Continuando con el tema de la semana pasada, mucho se comenta entre economistas y académicos de otras especialidades el fenómeno de la “urbanización” de la pobreza. Según el recientemente publicado informe del Banco Mundial, el 68% de los pobres vivía en áreas urbanas en el 2021. Esta cifra, en sí misma, no debería llamar la atención. Si el 79% de los peruanos vive en áreas urbanas, de acuerdo con el último censo, ¿qué tiene de extraño que casi el 70% de los pobres viva también en áreas urbanas? La distribución de la pobreza entre áreas urbanas y rurales es más o menos igual que la distribución de la población.
Pero el punto no es ese. El punto es que la pobreza, al parecer, se está concentrando en áreas urbanas. Tan solo dos años antes, en el 2019, los pobres urbanos eran el 57% del total; y si retrocedemos al 2009, eran el 47% del total. La pandemia aumentó la concentración de la pobreza en ciudades de todo tamaño en 11 puntos porcentuales, pero inclusive antes de la pandemia la concentración ya había aumentado otros 10. Son 21 puntos porcentuales en 12 años.
¿Debería preocuparnos esta urbanización de la pobreza? En parte sí y en parte no. Ha habido un aumento súbito de la pobreza urbana, más pronunciado que el de la pobreza rural, que es un fenómeno reciente y que sí debería preocuparnos. Donde más se sintió ese aumento fue en la ciudad de Lima. No sabemos exactamente qué ocurrió en otras ciudades, pero es probable que, en la mayoría, especialmente en las más grandes, haya subido tanto como en Lima. La economía urbana depende mucho más que la rural de la interacción humana, del contacto entre la gente, de los circuitos que fueron cortados por el “distanciamiento social”.
Pero hay otro fenómeno que viene de más atrás y que, lejos de ser preocupante, resulta alentador. Desde mucho antes de la pandemia, la pobreza rural se ha estado reduciendo mucho más rápido que la urbana. La distancia entre ambas se acortó de 46 puntos porcentuales (67% contra 21%) en el 2009 a 26 puntos en el 2019 (41% contra 15%). En el 2021, se acortó aún más, pues, mientras que la pobreza urbana todavía no volvía a su nivel previo a la pandemia, la pobreza rural ya había retomado su tendencia decreciente.
El acortamiento de esta distancia significa que desde hace más de 10 años –quién sabe, 20 o 30– los ingresos en el mundo rural han estado creciendo más rápido que en el urbano.

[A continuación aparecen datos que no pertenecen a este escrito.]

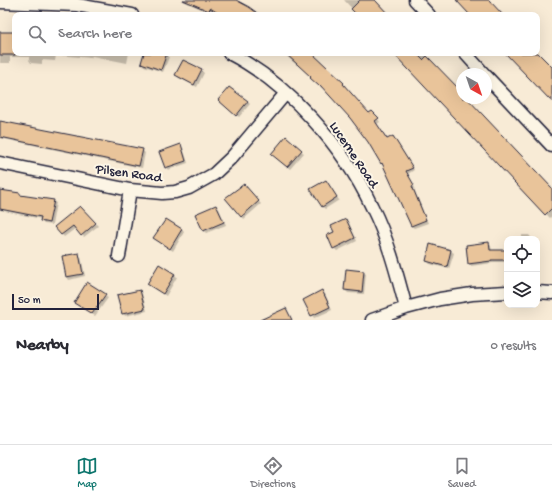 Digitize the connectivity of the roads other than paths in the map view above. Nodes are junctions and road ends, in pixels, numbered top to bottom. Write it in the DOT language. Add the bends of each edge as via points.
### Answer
graph roads {
  1 [pos="415,0"];
  2 [pos="0,2"];
  3 [pos="116,12"];
  4 [pos="426,12"];
  5 [pos="234,56"];
  6 [pos="467,56"];
  7 [pos="478,68"];
  8 [pos="492,82"];
  9 [pos="286,93"];
  10 [pos="552,146"];
  11 [pos="0,163"];
  12 [pos="130,190"];
  13 [pos="119,256"];
  14 [pos="504,292"];
  15 [pos="540,292"];
  16 [pos="552,294"];
  17 [pos="406,308"];
  18 [pos="372,320"];
  1 -- 4 [label="street"];
  2 -- 3 [label="street" via="77,5"];
  5 -- 9 [label="street, Lucerne Road"];
  6 -- 7 [label="street"];
  8 -- 10 [label="street"];
  9 -- 12 [label="street, Pilsen Road" via="214,174 189,188 175,192"];
  9 -- 17 [label="street, Lucerne Road" via="324,131 357,180 384,234"];
  11 -- 12 [label="street, Pilsen Road"];
  12 -- 13 [label="street"];
  14 -- 17 [label="street" via="440,299"];
  15 -- 16 [label="street"];
  17 -- 18 [label="street"];
} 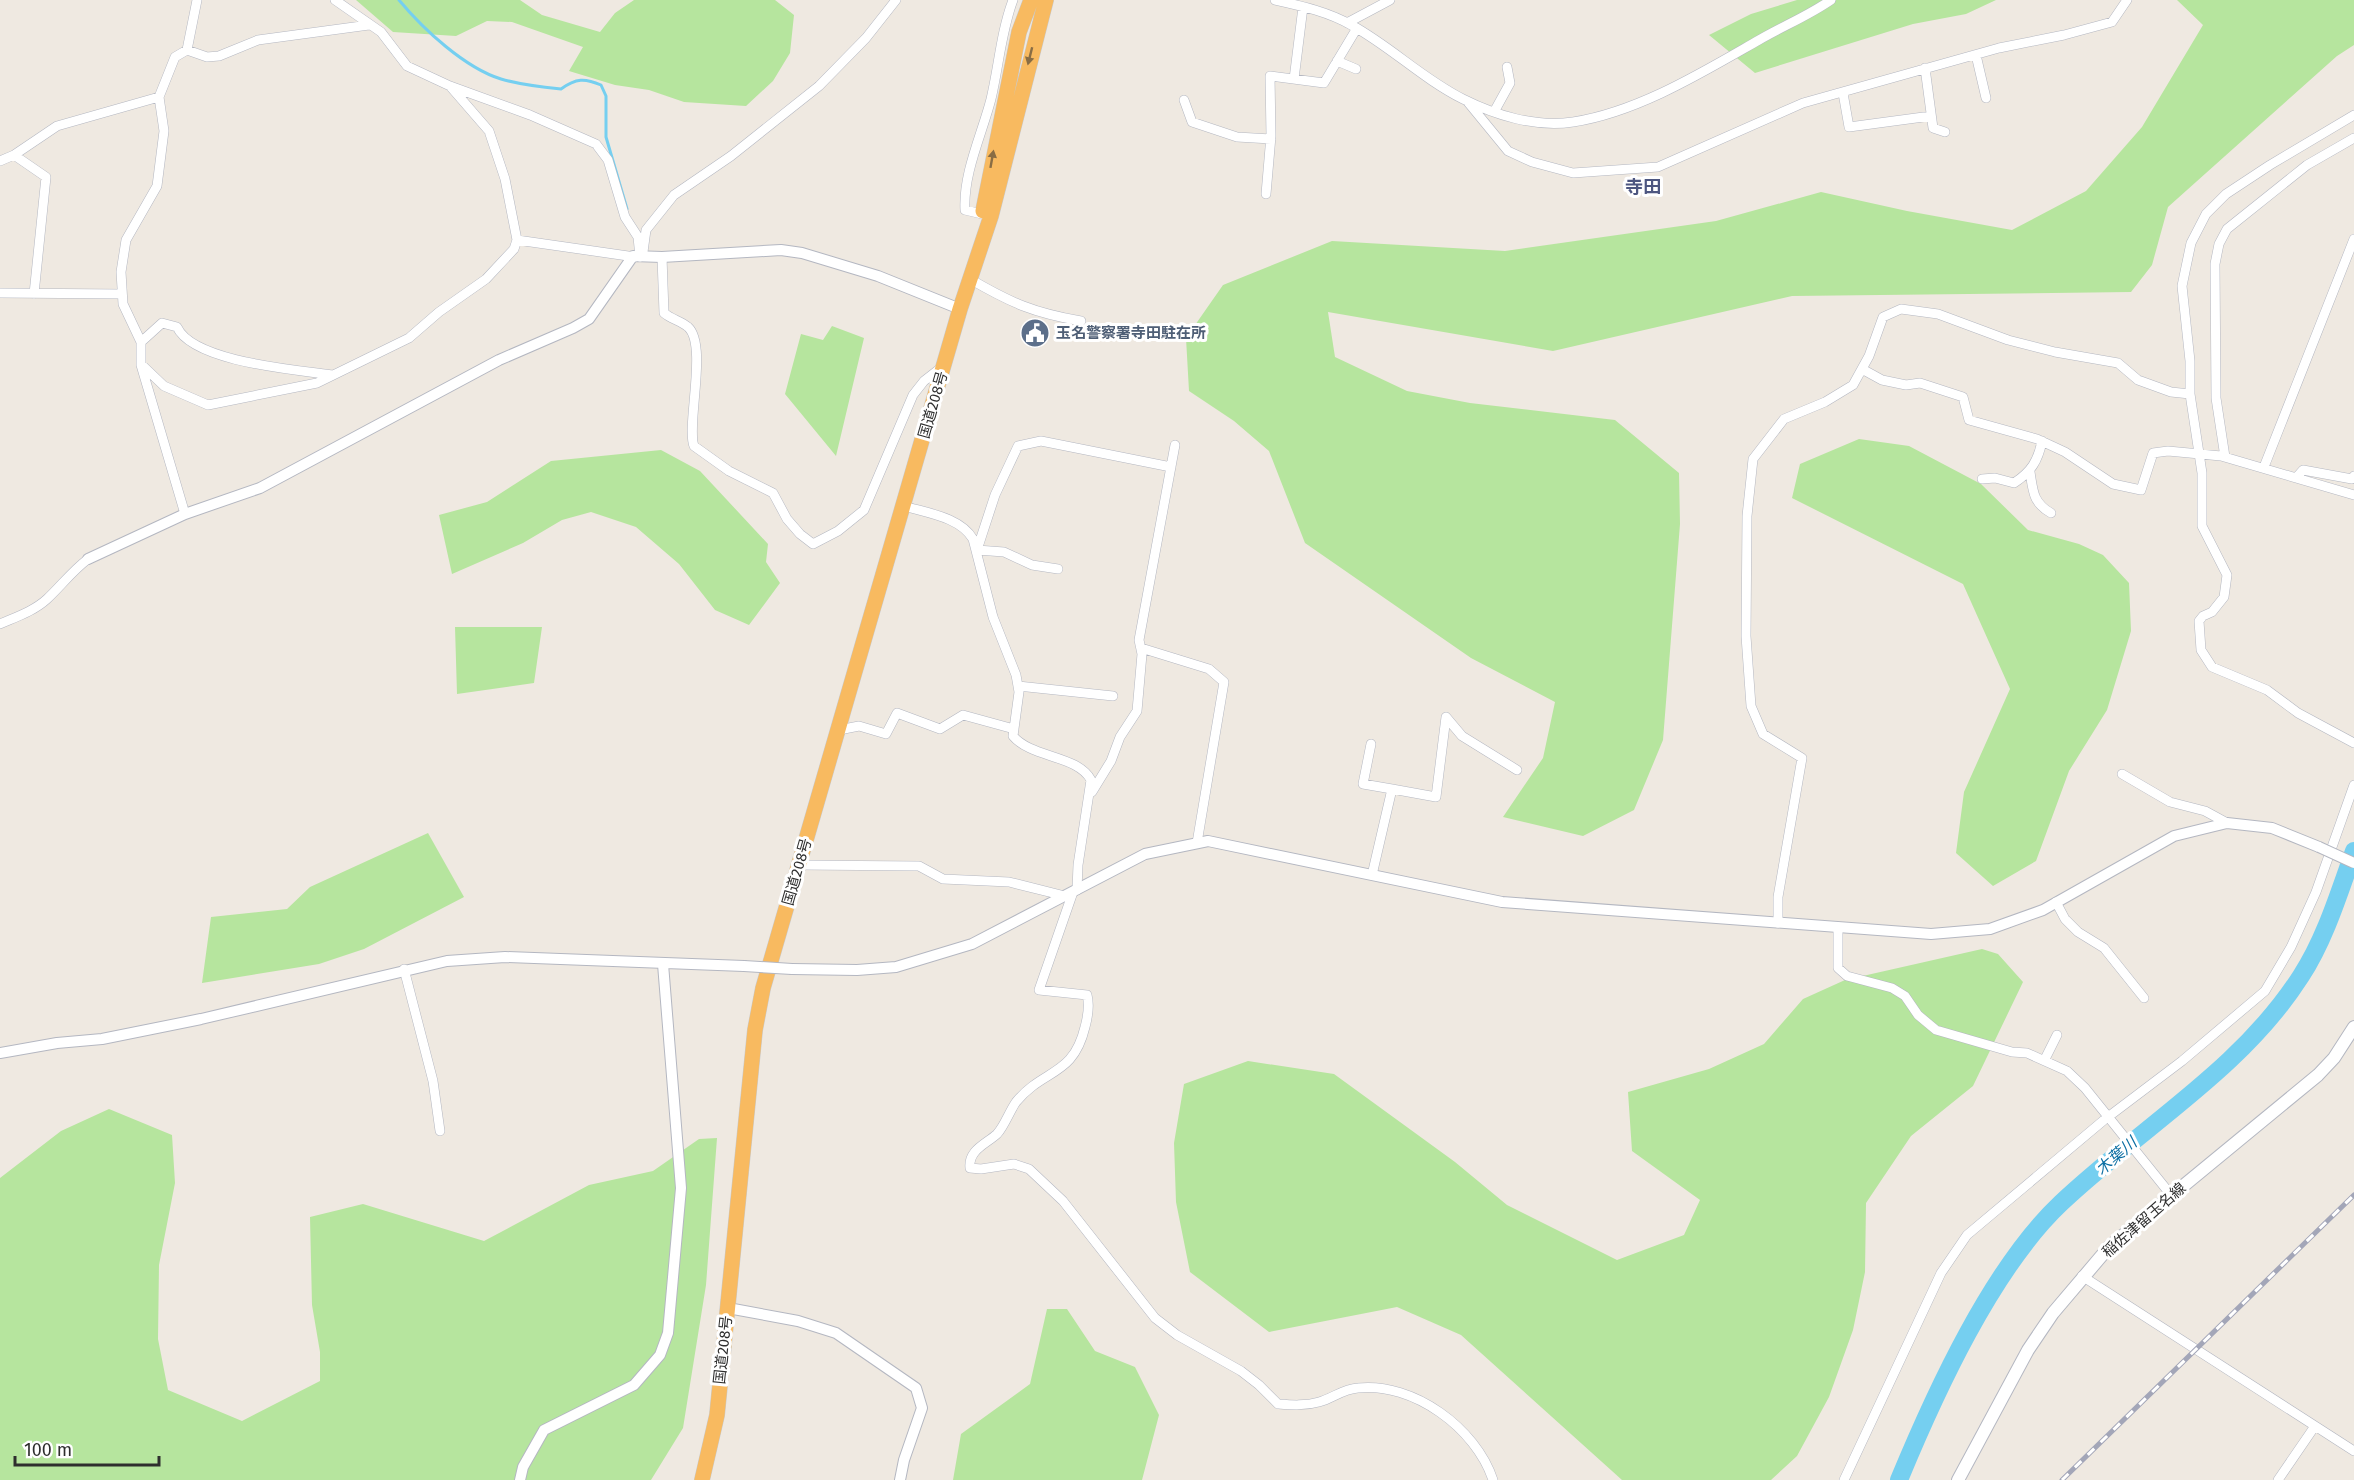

Eso es parte de lo que explica que las medidas de la desigualdad del ingreso, como el “coeficiente de Gini” o una más simple como la proporción entre los ingresos del 10% más rico y el 10% más pobre, se hayan reducido considerablemente.
La pregunta es qué hacer con la pobreza urbana. ¿Creamos nuevos programas sociales de dudosa efectividad o confiamos en que la vuelta gradual a la normalidad recomponga los circuitos económicos que han sido capaces de generar un crecimiento sostenido de los ingresos de los más pobres a lo largo de los años?